To do
The records that follow are to be given again exactly.

(Stored items)
****

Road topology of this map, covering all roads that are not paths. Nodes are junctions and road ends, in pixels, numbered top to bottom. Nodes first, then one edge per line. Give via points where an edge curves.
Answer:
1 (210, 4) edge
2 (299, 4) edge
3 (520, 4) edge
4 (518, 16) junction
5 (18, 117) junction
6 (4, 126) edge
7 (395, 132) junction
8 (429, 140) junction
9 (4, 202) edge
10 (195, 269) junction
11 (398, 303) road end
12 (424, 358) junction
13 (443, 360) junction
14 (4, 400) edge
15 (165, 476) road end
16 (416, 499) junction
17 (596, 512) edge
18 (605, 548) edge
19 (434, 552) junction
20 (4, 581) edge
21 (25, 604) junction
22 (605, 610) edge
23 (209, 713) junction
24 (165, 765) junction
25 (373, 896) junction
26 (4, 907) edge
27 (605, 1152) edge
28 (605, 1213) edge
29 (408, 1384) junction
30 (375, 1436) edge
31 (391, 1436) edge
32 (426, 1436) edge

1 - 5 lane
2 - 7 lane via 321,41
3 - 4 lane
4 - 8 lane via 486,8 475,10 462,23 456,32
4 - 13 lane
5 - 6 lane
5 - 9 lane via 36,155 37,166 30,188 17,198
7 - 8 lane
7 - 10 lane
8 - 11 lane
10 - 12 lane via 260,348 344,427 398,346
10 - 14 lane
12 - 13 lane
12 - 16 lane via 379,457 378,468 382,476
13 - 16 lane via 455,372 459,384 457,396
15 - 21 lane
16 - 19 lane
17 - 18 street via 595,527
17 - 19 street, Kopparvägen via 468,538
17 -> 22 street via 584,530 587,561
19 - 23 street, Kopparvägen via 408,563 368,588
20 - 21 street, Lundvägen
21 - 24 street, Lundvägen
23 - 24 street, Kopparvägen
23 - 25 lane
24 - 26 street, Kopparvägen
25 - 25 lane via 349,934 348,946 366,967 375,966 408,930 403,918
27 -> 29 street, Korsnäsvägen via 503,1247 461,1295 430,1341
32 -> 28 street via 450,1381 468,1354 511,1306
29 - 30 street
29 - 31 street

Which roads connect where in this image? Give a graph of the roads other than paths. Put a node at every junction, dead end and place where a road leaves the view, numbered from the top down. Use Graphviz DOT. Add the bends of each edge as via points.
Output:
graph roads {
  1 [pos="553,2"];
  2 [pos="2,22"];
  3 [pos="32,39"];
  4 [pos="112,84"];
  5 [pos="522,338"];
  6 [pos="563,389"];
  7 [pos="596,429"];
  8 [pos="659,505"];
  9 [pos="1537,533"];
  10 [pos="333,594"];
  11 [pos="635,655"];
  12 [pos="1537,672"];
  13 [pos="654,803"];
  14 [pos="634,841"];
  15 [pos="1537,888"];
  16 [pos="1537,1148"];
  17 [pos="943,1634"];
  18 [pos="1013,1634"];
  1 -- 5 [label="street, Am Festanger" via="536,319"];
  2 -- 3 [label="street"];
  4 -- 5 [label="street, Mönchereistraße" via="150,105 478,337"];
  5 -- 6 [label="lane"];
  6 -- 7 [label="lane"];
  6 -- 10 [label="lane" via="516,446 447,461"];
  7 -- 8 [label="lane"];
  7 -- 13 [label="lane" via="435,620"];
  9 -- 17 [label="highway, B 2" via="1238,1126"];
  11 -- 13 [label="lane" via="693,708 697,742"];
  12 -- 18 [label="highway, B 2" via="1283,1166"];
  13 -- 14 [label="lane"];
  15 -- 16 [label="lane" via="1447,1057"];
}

****

Exercise answer
Road topology of this map, covering all roads that are not paths. Nodes are junctions and road ends, in pixels, numbered top to bottom. Nodes first, then one edge per line. Give via points where an edge curves.
Answer:
1 (210, 4) edge
2 (299, 4) edge
3 (520, 4) edge
4 (518, 16) junction
5 (18, 117) junction
6 (4, 126) edge
7 (395, 132) junction
8 (429, 140) junction
9 (4, 202) edge
10 (195, 269) junction
11 (398, 303) road end
12 (424, 358) junction
13 (443, 360) junction
14 (4, 400) edge
15 (165, 476) road end
16 (416, 499) junction
17 (596, 512) edge
18 (605, 548) edge
19 (434, 552) junction
20 (4, 581) edge
21 (25, 604) junction
22 (605, 610) edge
23 (209, 713) junction
24 (165, 765) junction
25 (373, 896) junction
26 (4, 907) edge
27 (605, 1152) edge
28 (605, 1213) edge
29 (408, 1384) junction
30 (375, 1436) edge
31 (391, 1436) edge
32 (426, 1436) edge

1 - 5 lane
2 - 7 lane via 321,41
3 - 4 lane
4 - 8 lane via 486,8 475,10 462,23 456,32
4 - 13 lane
5 - 6 lane
5 - 9 lane via 36,155 37,166 30,188 17,198
7 - 8 lane
7 - 10 lane
8 - 11 lane
10 - 12 lane via 260,348 344,427 398,346
10 - 14 lane
12 - 13 lane
12 - 16 lane via 379,457 378,468 382,476
13 - 16 lane via 455,372 459,384 457,396
15 - 21 lane
16 - 19 lane
17 - 18 street via 595,527
17 - 19 street, Kopparvägen via 468,538
17 -> 22 street via 584,530 587,561
19 - 23 street, Kopparvägen via 408,563 368,588
20 - 21 street, Lundvägen
21 - 24 street, Lundvägen
23 - 24 street, Kopparvägen
23 - 25 lane
24 - 26 street, Kopparvägen
25 - 25 lane via 349,934 348,946 366,967 375,966 408,930 403,918
27 -> 29 street, Korsnäsvägen via 503,1247 461,1295 430,1341
32 -> 28 street via 450,1381 468,1354 511,1306
29 - 30 street
29 - 31 street

Which roads connect where in this image? Give a graph of the roads other than paths. Put a node at every junction, dead end and place where a road leaves the view, numbered from the top down. Use Graphviz DOT. Add the bends of each edge as via points.
Output:
graph roads {
  1 [pos="553,2"];
  2 [pos="2,22"];
  3 [pos="32,39"];
  4 [pos="112,84"];
  5 [pos="522,338"];
  6 [pos="563,389"];
  7 [pos="596,429"];
  8 [pos="659,505"];
  9 [pos="1537,533"];
  10 [pos="333,594"];
  11 [pos="635,655"];
  12 [pos="1537,672"];
  13 [pos="654,803"];
  14 [pos="634,841"];
  15 [pos="1537,888"];
  16 [pos="1537,1148"];
  17 [pos="943,1634"];
  18 [pos="1013,1634"];
  1 -- 5 [label="street, Am Festanger" via="536,319"];
  2 -- 3 [label="street"];
  4 -- 5 [label="street, Mönchereistraße" via="150,105 478,337"];
  5 -- 6 [label="lane"];
  6 -- 7 [label="lane"];
  6 -- 10 [label="lane" via="516,446 447,461"];
  7 -- 8 [label="lane"];
  7 -- 13 [label="lane" via="435,620"];
  9 -- 17 [label="highway, B 2" via="1238,1126"];
  11 -- 13 [label="lane" via="693,708 697,742"];
  12 -- 18 [label="highway, B 2" via="1283,1166"];
  13 -- 14 [label="lane"];
  15 -- 16 [label="lane" via="1447,1057"];
}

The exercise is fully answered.